In 2013, social psychologist David Kidd, then a graduate student at The New School in New York City, learned that his very first paper as lead author had passed peer review and would be published in Science. Now, Kidd’s paper, which suggested that reading literary fiction improves a person’s ability to intuit the mental states of others, has come under scrutiny again—with a less gratifying outcome. It is among eight studies called into question by a painstaking effort to replicate all 21 experimental social science papers published in Science and Nature between 2010 and 2015.
Called the Social Sciences Replication Project, it is the latest bid by the nonprofit Center for Open Science (COS) in Charlottesville, Virginia, and far-flung collaborators to quality check the scientific literature. Like its predecessors, the new effort found that a large fraction of published studies don’t yield the same results when done a second time. But this time, the five independent research teams that did the replications strove to give the studies the benefit of the doubt: They increased the statistical power of the studies by enlisting, on average, five times as many participants as the originals. “This is an effort to be very generous,” says Brian Nosek, a psychologist at the University of Virginia in Charlottesville who co-founded COS and whose lab conducted five of the new replications.
That may help explain why the new project successfully replicated 62% of the experiments, compared with 39% in a much larger study of papers in three psychology journals, which COS and collaborators released in 2015. A similar project scrutinizing economics studies reported in 2016 that it had replicated 61% experiments.
The current findings, published this week in Nature Human Behavior, seem to contradict the claim that studies in high-profile journals, which put a premium on groundbreaking or surprising results, are less reproducible than those in more specialized journals. But cognitive psychologist Hal Pashler at the University of California, San Diego, cautions that differences in replication rates between various projects probably aren’t statistically significant. And the 62% figure “certainly is consistent with there being a problem” in the field, he says. “It seems funny that there’s been a drift in standards to the point where 62% seems very respectable.”
The teams aimed to test the notion that many studies are hard to reproduce because the claimed effect, though real, is inflated. If so, a replication effort would need to be more sensitive to find that smaller positive effect, Nosek says. “We didn’t want low power to be an explanation for why some effects didn’t replicate.”
The replication efforts, almost all of them designed in collaboration with original authors, were large enough to be sensitive to an effect only 75% of the size originally reported. If an initial replication attempt failed, the researchers added even more participants. The approach made a difference: Two experiments made the cut only after the sample sizes ballooned.
Kidd, now a postdoctoral researcher at Harvard University, says the extra rigor makes it easier to accept the project’s negative verdict on his study. “I can’t imagine a reason why one would privilege the original findings over this replication.” But in commentaries published alongside the study, Kidd and other authors defend the underlying hypotheses of their papers. Kidd, for example, points out that the project repeated only one experiment from each paper, and in his case, it wasn’t the strongest or the most important.

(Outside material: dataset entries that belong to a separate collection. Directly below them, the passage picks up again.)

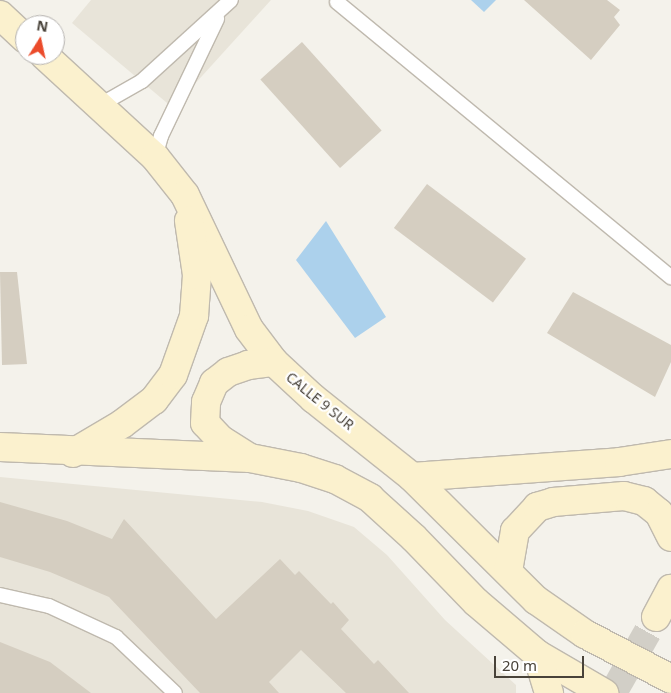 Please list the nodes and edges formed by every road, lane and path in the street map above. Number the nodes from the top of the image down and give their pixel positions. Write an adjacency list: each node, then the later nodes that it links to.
1 (231, 0): 3 (lane)
2 (337, 2): 10 (lane)
3 (219, 14): 7 (lane); 8 (lane)
4 (0, 15): 5 (main road)
5 (15, 29)
6 (55, 65): 7 (main road, CALLE 9 SUR)
7 (100, 105): 8 (main road, CALLE 9 SUR)
8 (155, 157): 9 (main road, CALLE 9 SUR)
9 (185, 195): 11 (main road, CALLE 9 SUR); 13 (main road)
10 (671, 276)
11 (274, 362): 15 (main road); 16 (main road, CALLE 9 SUR)
12 (0, 447): 13 (main road)
13 (73, 453): 15 (main road)
14 (671, 454): 16 (main road)
15 (250, 458): 22 (main road)
16 (412, 476): 18 (main road, CALLE 9 SUR)
17 (671, 537): 18 (main road)
18 (508, 571): 23 (main road, CALLE 9 SUR)
19 (671, 589): 21 (main road)
20 (0, 596): 24 (lane)
21 (656, 617)
22 (537, 654): 25 (main road); 26 (main road)
23 (666, 671)
24 (176, 693)
25 (549, 693)
26 (604, 693) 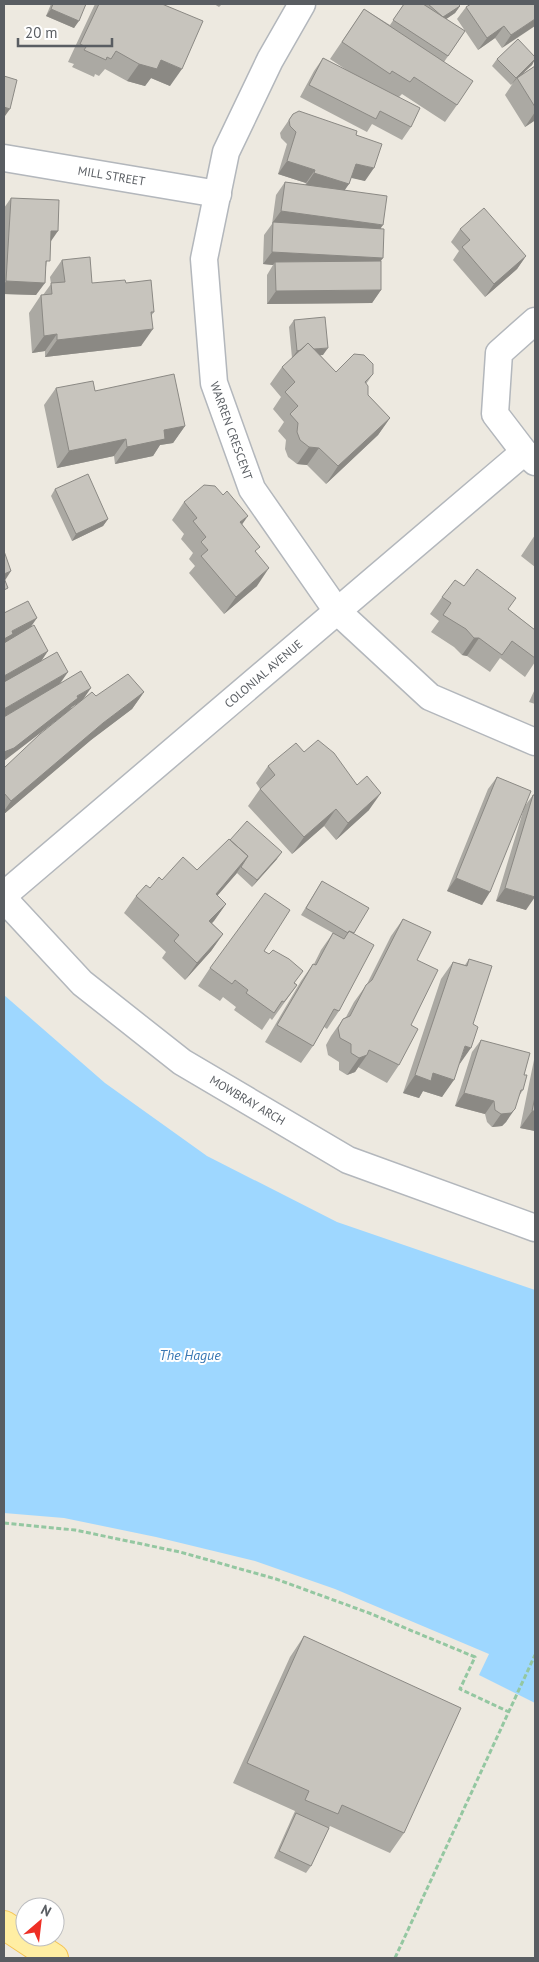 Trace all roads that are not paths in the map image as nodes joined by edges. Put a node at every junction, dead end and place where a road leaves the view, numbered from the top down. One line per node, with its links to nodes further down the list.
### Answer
1 (302, 4): 3 (street, WARREN CRESCENT)
2 (4, 158): 3 (street, MILL STREET)
3 (218, 194): 6 (street, WARREN CRESCENT)
4 (535, 321): 5 (street)
5 (530, 457): 6 (street, COLONIAL AVENUE)
6 (337, 610): 7 (street, WARREN CRESCENT); 8 (street, COLONIAL AVENUE)
7 (535, 742)
8 (4, 895)
9 (4, 899): 10 (street, MOWBRAY ARCH)
10 (535, 1228)
11 (4, 1925): 12 (main road)
12 (54, 1958) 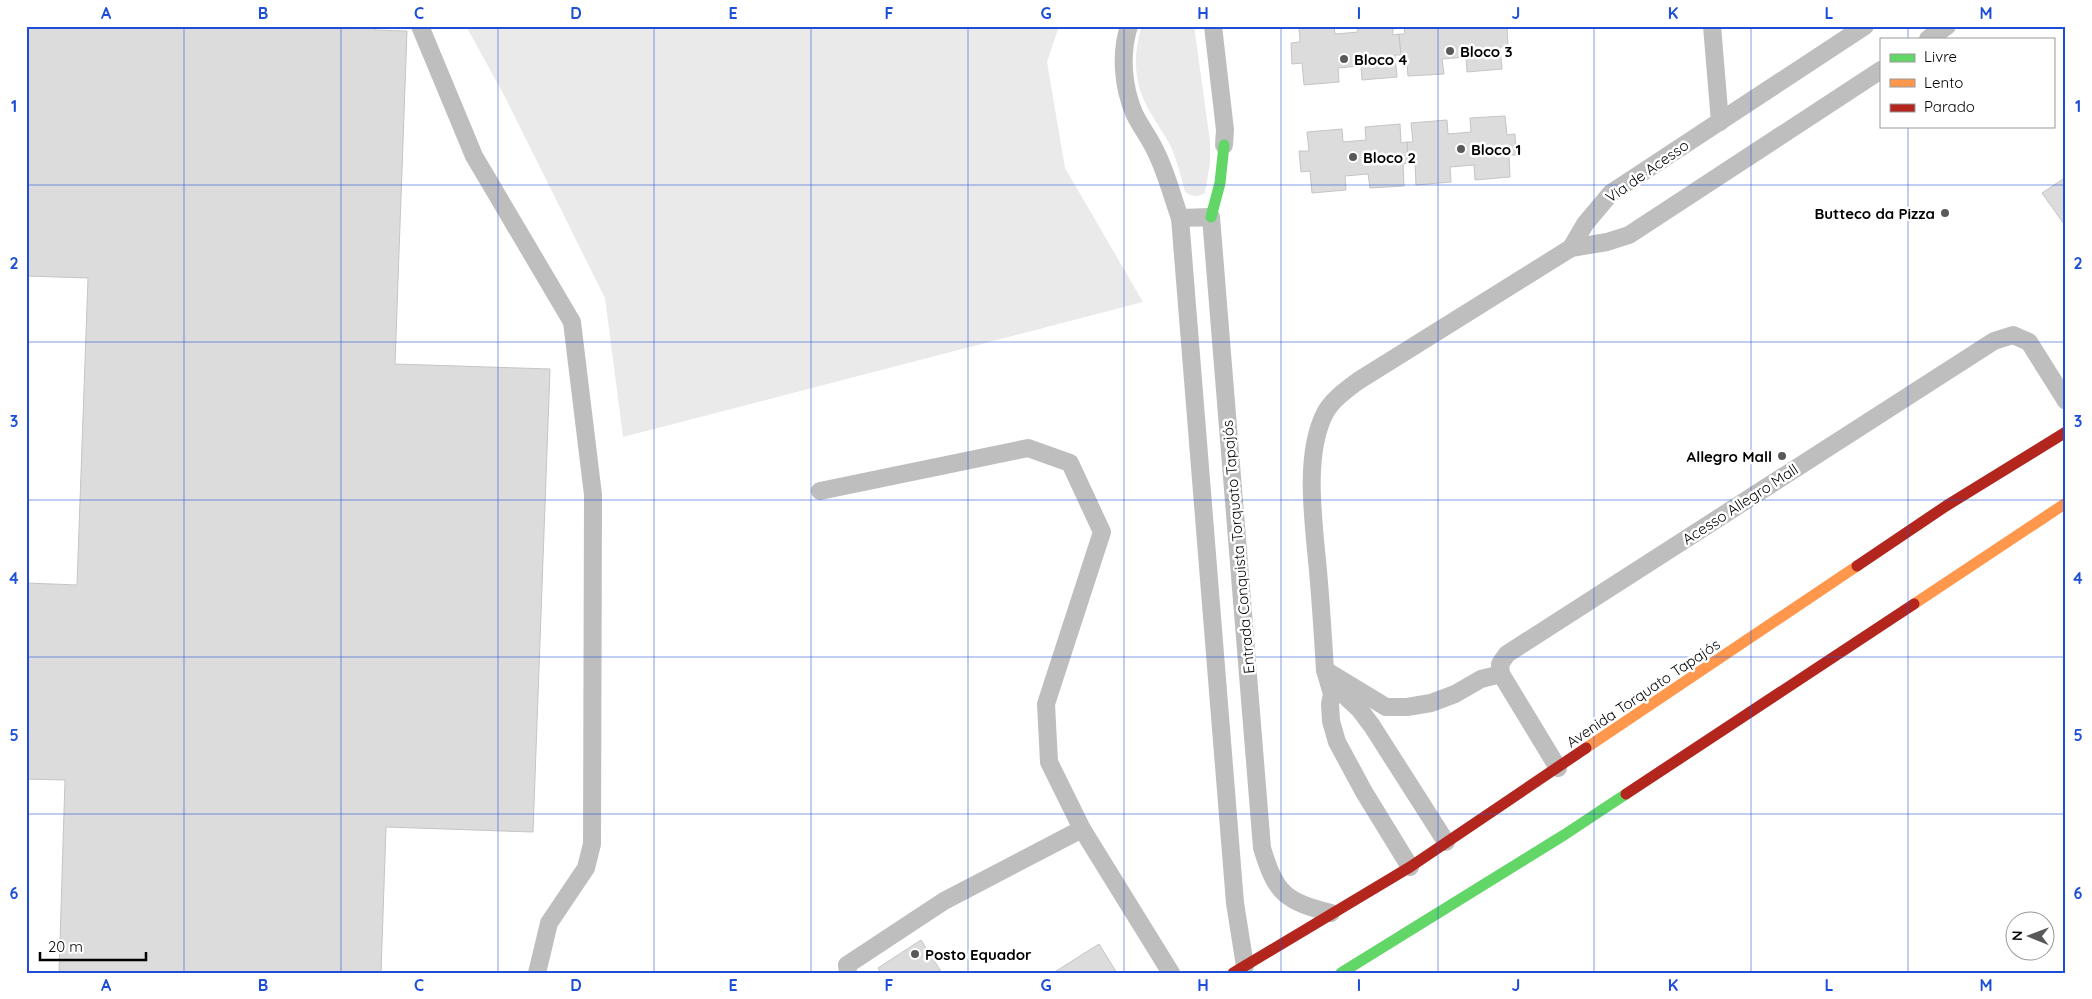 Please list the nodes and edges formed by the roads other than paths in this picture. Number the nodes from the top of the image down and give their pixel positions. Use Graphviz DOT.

Even repeating just a fraction of the work in the papers took years and cost more than $200,000, with plenty of donated labor and lab time. But the new project also highlights a cheaper way to gauge a paper’s replicability. The authors asked roughly 200 scientists and students, most of them psychologists and economists, to guess how likely each study was to be replicated. These experts also participated in an online “prediction market,” trading shares that corresponded to studies, which paid out only if the given study was replicated.
Both approaches did well at predicting the outcome for individual studies, and they predicted an overall replication rate very close to the actual figure of 62%. The finding echoes others suggesting expert judgment is a highly accurate proxy for replication. “There is definitely some wisdom of crowds going on here,” economist Anna Dreber of the Stockholm School of Economics, a member of the replication research team, said in a press conference. Anecdotal feedback from the expert evaluators shows they had higher confidence in the replicability of studies with larger sample sizes, and were more dubious of those with surprising or counterintuitive findings.
If experts can instinctively spot an irreproducible finding, “that kind of begs the question of why that doesn’t seem to be happening in peer review,” says Fiona Fidler, a philosopher of science at The University of Melbourne in Australia. But if future studies can identify and weigh the best predictors of replicability, reviewers might be given a rubric to help them weed out problematic work before it’s published.
Another trend may also help tame the problem of irreproducible studies: the push in many fields for authors to share the design of their studies ahead of time, to keep them from changing their approach midstream in search of a flashy, statistically significant result. The studies analyzed here mostly predate that shift, Nosek says. Whether it will really boost social science’s track record, he says, is “the next big question.”